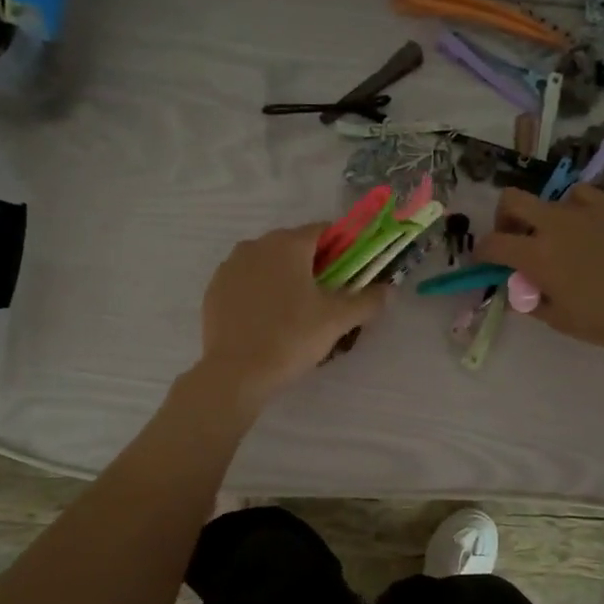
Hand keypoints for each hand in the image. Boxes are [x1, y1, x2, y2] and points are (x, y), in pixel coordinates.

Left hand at [194, 223, 389, 406]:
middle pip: (294, 246)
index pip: (324, 230)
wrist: (235, 373)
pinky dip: (261, 292)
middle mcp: (256, 245)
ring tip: (297, 311)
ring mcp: (230, 266)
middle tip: (328, 296)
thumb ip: (367, 300)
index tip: (352, 271)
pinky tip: (269, 319)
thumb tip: (388, 290)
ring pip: (268, 263)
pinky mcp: (214, 289)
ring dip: (285, 277)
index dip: (343, 248)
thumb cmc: (291, 337)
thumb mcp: (337, 320)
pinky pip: (246, 282)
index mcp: (287, 244)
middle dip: (314, 264)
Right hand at [473, 186, 603, 363]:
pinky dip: (577, 211)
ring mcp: (588, 211)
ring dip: (545, 217)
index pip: (492, 243)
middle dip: (504, 219)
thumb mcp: (558, 319)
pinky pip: (585, 198)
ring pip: (552, 198)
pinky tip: (589, 230)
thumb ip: (529, 299)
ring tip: (560, 240)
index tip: (485, 261)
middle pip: (512, 200)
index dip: (481, 253)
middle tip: (514, 240)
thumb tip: (517, 287)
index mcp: (537, 254)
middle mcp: (557, 224)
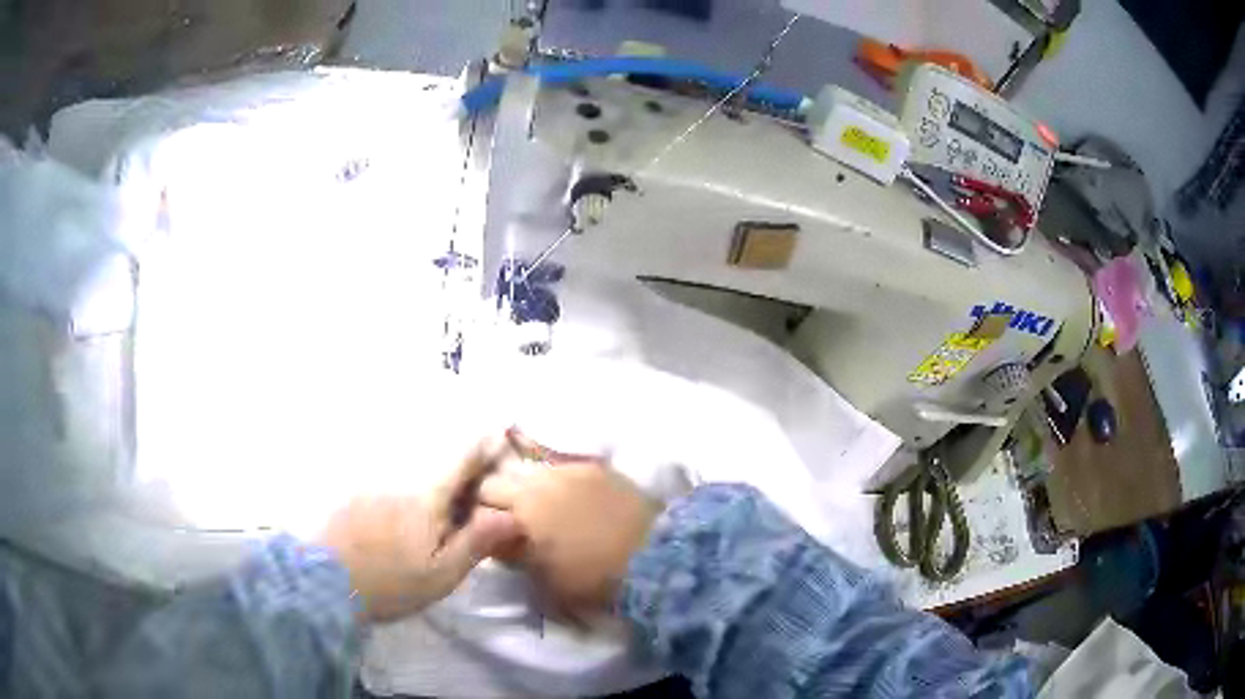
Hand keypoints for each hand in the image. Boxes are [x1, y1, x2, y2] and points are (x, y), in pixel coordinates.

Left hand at [318, 438, 522, 622]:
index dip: (485, 445)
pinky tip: (403, 518)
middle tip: (473, 498)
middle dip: (462, 469)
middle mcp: (400, 477)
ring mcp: (373, 482)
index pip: (462, 455)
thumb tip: (512, 514)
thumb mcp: (441, 574)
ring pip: (413, 469)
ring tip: (439, 513)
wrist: (325, 584)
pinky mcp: (354, 493)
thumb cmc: (390, 583)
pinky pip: (390, 479)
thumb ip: (477, 542)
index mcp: (427, 496)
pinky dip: (406, 489)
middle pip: (439, 459)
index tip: (500, 444)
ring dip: (433, 480)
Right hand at [480, 434, 659, 616]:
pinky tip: (564, 497)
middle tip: (508, 520)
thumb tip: (495, 538)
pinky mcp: (595, 467)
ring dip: (525, 487)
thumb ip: (511, 553)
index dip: (478, 519)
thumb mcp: (543, 579)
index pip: (479, 503)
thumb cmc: (594, 578)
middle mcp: (539, 481)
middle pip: (498, 479)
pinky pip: (560, 467)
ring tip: (538, 508)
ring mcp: (568, 470)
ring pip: (528, 471)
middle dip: (496, 498)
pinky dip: (554, 481)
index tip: (485, 533)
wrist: (654, 557)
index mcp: (521, 510)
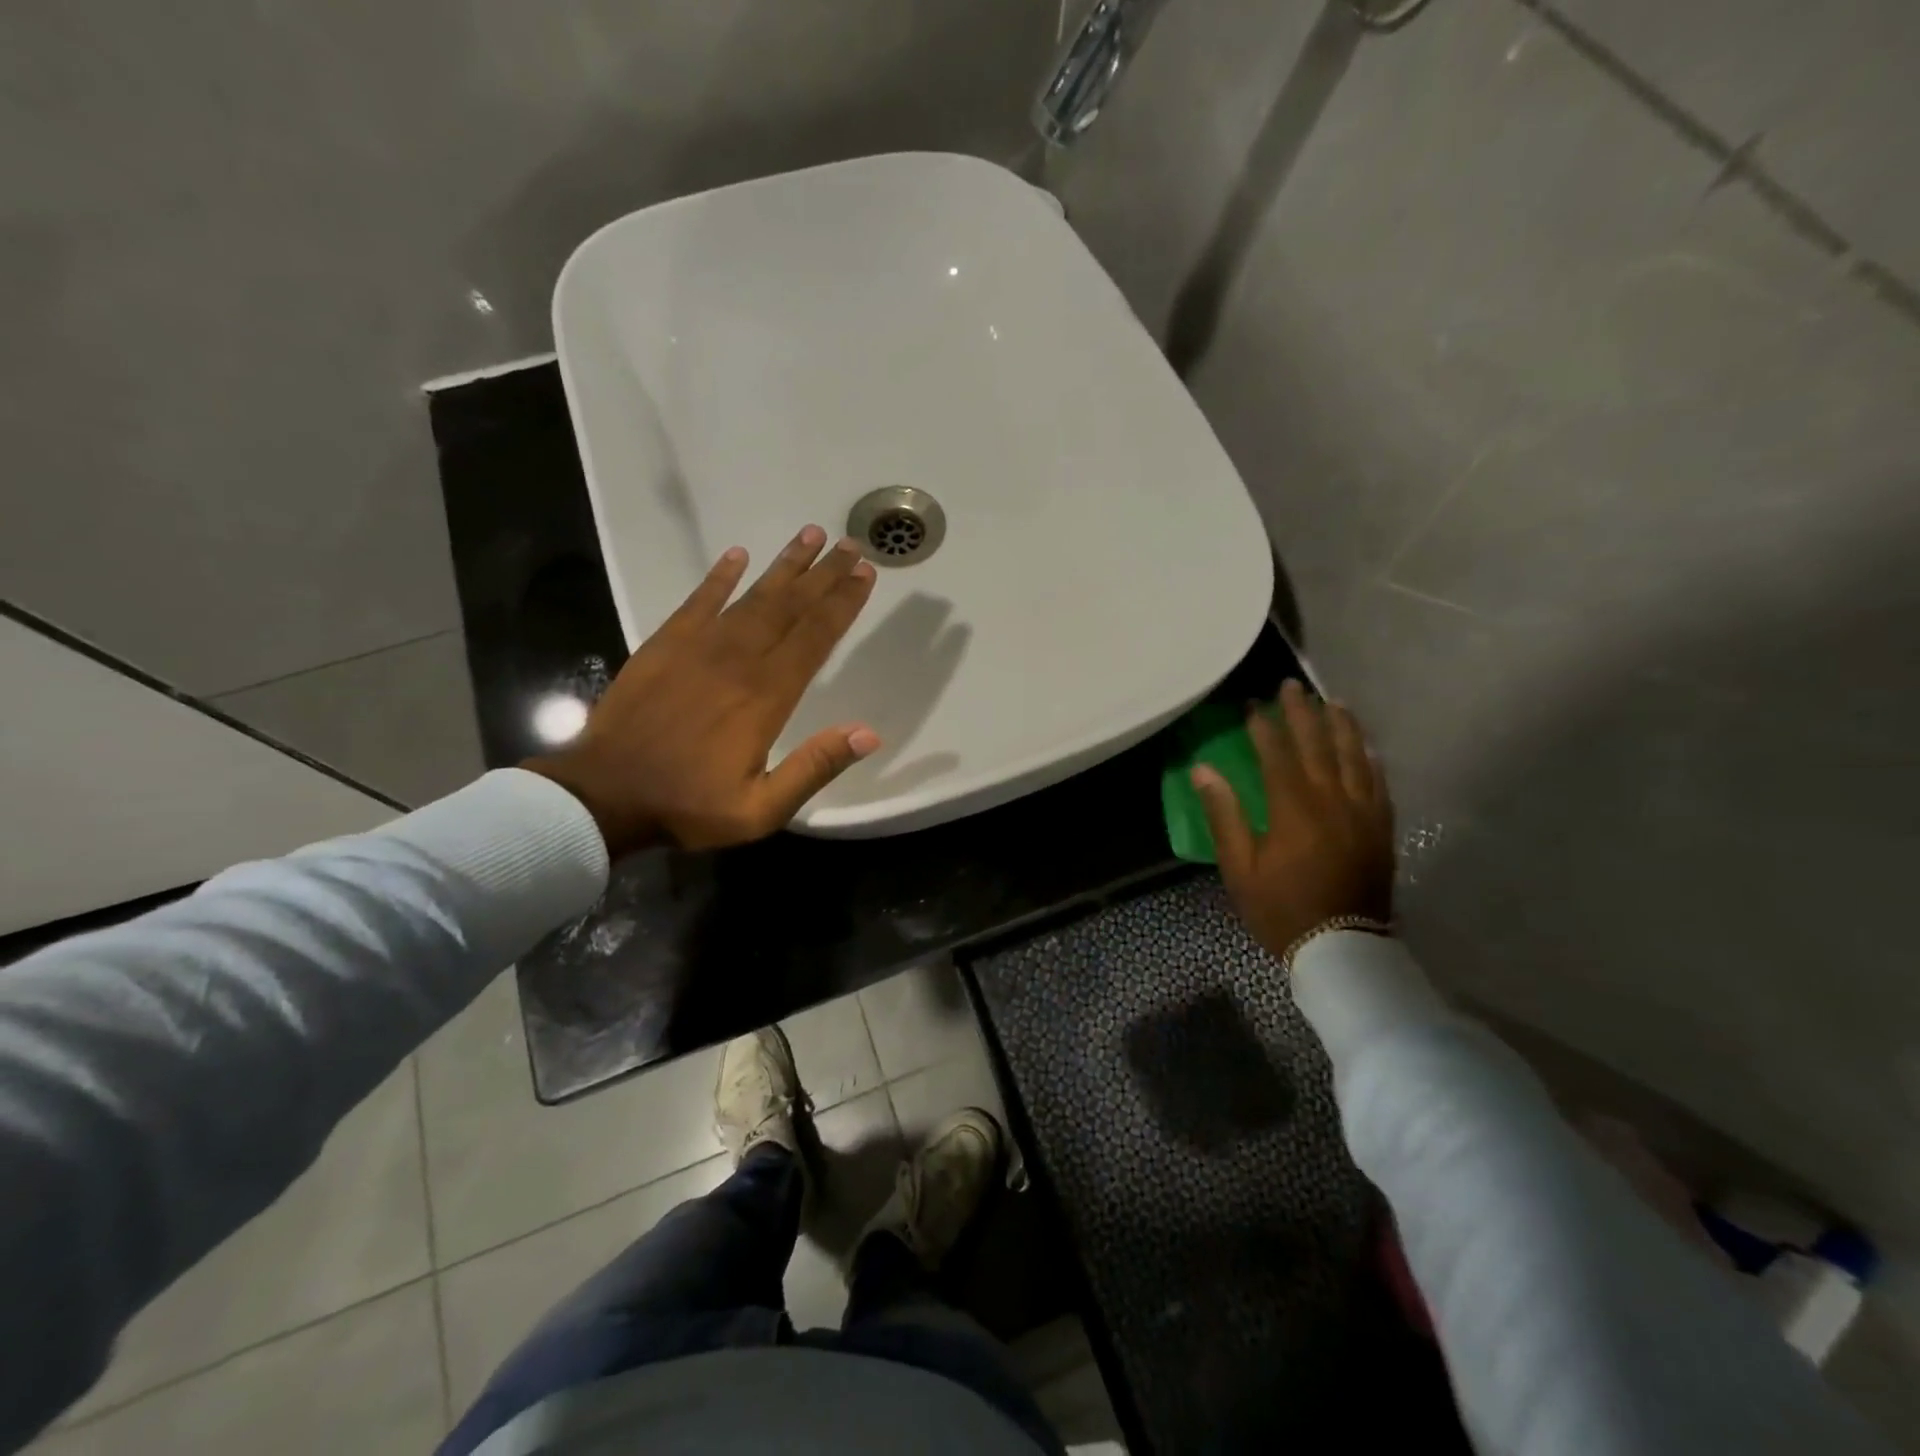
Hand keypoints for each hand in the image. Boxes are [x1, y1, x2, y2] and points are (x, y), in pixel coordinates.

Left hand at [524, 525, 880, 855]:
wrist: (603, 796)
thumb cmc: (688, 805)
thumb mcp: (762, 808)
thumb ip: (815, 767)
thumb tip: (868, 732)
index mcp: (767, 696)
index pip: (815, 637)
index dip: (842, 603)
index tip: (865, 575)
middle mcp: (738, 660)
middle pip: (789, 607)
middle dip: (824, 574)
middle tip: (850, 545)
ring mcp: (698, 647)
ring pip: (751, 596)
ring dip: (784, 566)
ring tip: (810, 534)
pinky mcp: (664, 646)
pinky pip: (698, 601)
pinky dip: (719, 577)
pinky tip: (738, 556)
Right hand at [1192, 680, 1395, 960]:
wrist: (1342, 948)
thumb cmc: (1280, 908)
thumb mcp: (1239, 867)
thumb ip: (1224, 815)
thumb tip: (1203, 770)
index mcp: (1293, 808)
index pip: (1276, 754)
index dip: (1262, 726)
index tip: (1251, 705)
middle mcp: (1332, 800)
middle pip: (1317, 745)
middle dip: (1302, 713)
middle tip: (1291, 687)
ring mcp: (1363, 812)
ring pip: (1354, 757)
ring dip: (1341, 726)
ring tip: (1332, 702)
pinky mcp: (1381, 828)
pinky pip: (1378, 782)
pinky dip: (1369, 758)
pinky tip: (1365, 746)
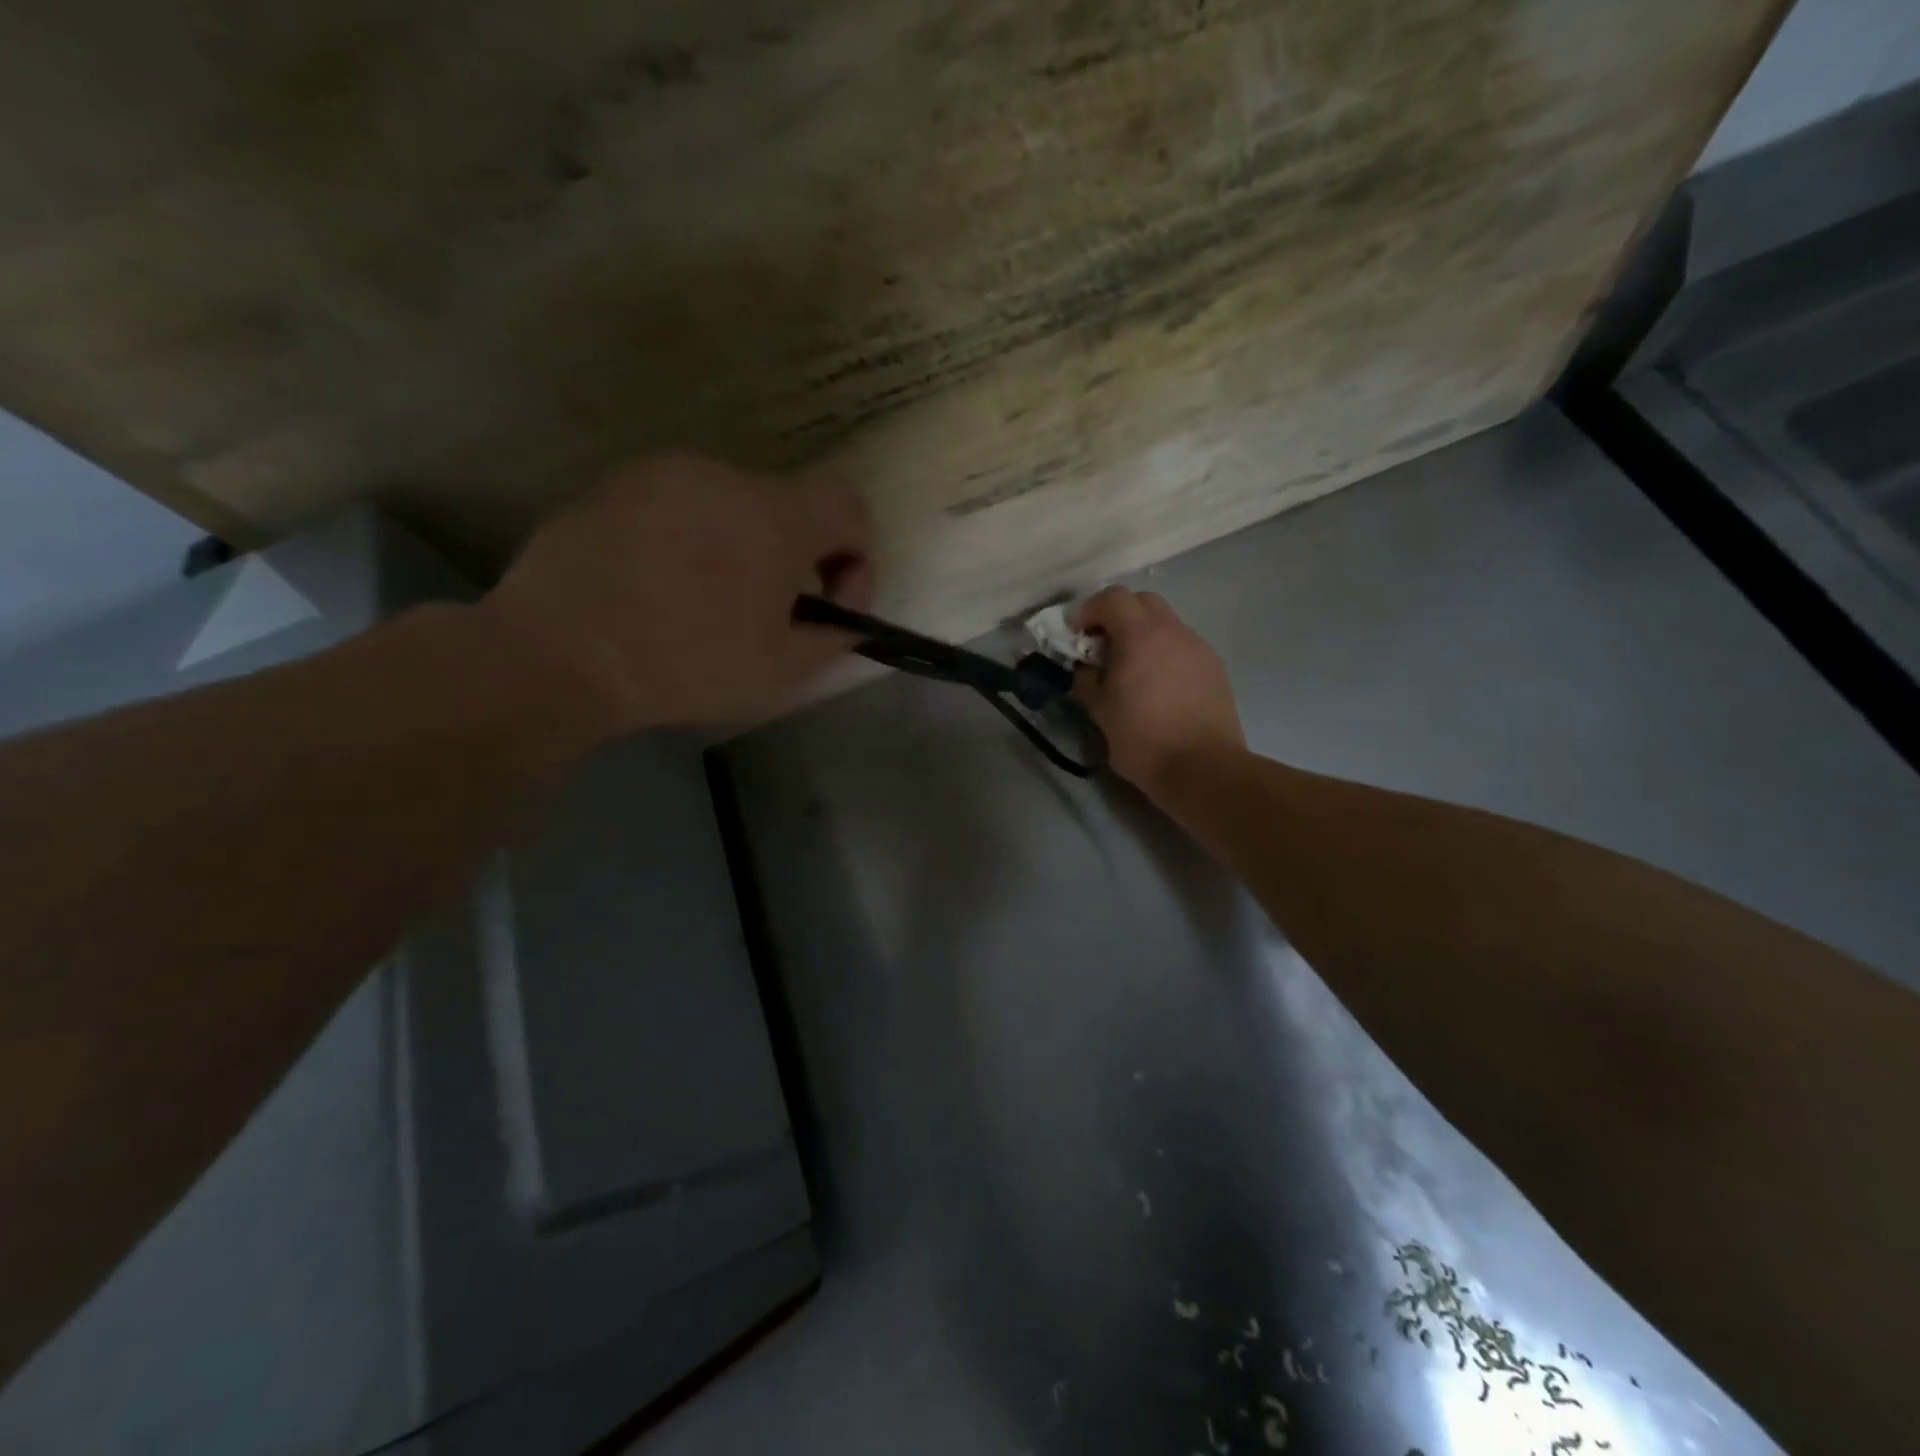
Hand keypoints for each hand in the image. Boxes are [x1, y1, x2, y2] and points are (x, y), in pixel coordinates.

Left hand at [481, 453, 871, 735]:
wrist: (558, 654)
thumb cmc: (684, 666)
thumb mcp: (780, 670)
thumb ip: (833, 637)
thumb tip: (844, 621)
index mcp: (773, 516)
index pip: (849, 508)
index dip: (857, 558)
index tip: (829, 605)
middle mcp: (723, 476)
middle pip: (789, 505)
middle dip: (795, 557)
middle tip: (770, 611)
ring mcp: (664, 473)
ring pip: (733, 503)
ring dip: (743, 545)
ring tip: (709, 599)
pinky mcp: (617, 482)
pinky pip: (681, 503)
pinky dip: (692, 536)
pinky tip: (662, 582)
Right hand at [1074, 587, 1245, 799]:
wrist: (1204, 769)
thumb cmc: (1144, 741)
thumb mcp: (1100, 712)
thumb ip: (1087, 680)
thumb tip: (1085, 667)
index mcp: (1141, 636)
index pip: (1113, 598)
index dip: (1089, 611)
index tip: (1078, 637)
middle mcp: (1174, 632)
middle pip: (1143, 602)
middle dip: (1118, 616)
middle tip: (1103, 647)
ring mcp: (1199, 648)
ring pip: (1166, 624)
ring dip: (1143, 635)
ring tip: (1132, 670)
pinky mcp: (1215, 668)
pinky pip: (1183, 646)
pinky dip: (1164, 653)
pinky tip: (1159, 687)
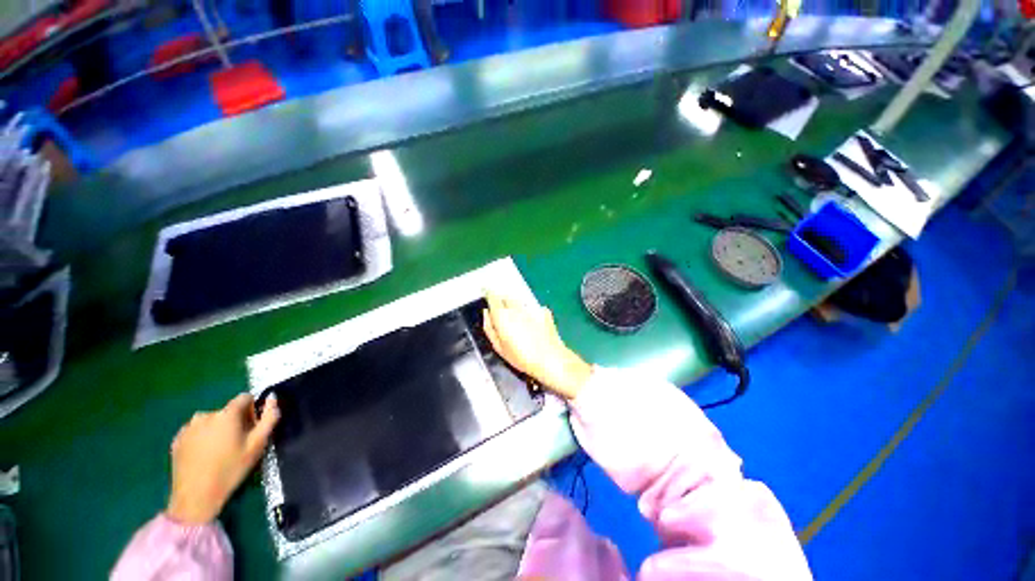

## Task description
In the data above, retype exactly and only the lines between the one holding "pinky dip: (406, 489)" and the one holding "ring mcp: (568, 470)", inclusive.

## Finished exercise
pinky dip: (406, 489)
middle pip: (439, 459)
index tip: (500, 444)
ring dip: (433, 480)
Right hand at [480, 434, 659, 616]:
pinky tip: (564, 497)
middle tip: (508, 520)
thumb tip: (495, 538)
pinky mcp: (595, 467)
ring dip: (525, 487)
thumb ip: (511, 553)
index dip: (478, 519)
thumb mcp: (543, 579)
index pip: (479, 503)
thumb cmc: (594, 578)
middle mcp: (539, 481)
middle pip: (498, 479)
pinky pip: (560, 467)
ring tip: (538, 508)
ring mcp: (568, 470)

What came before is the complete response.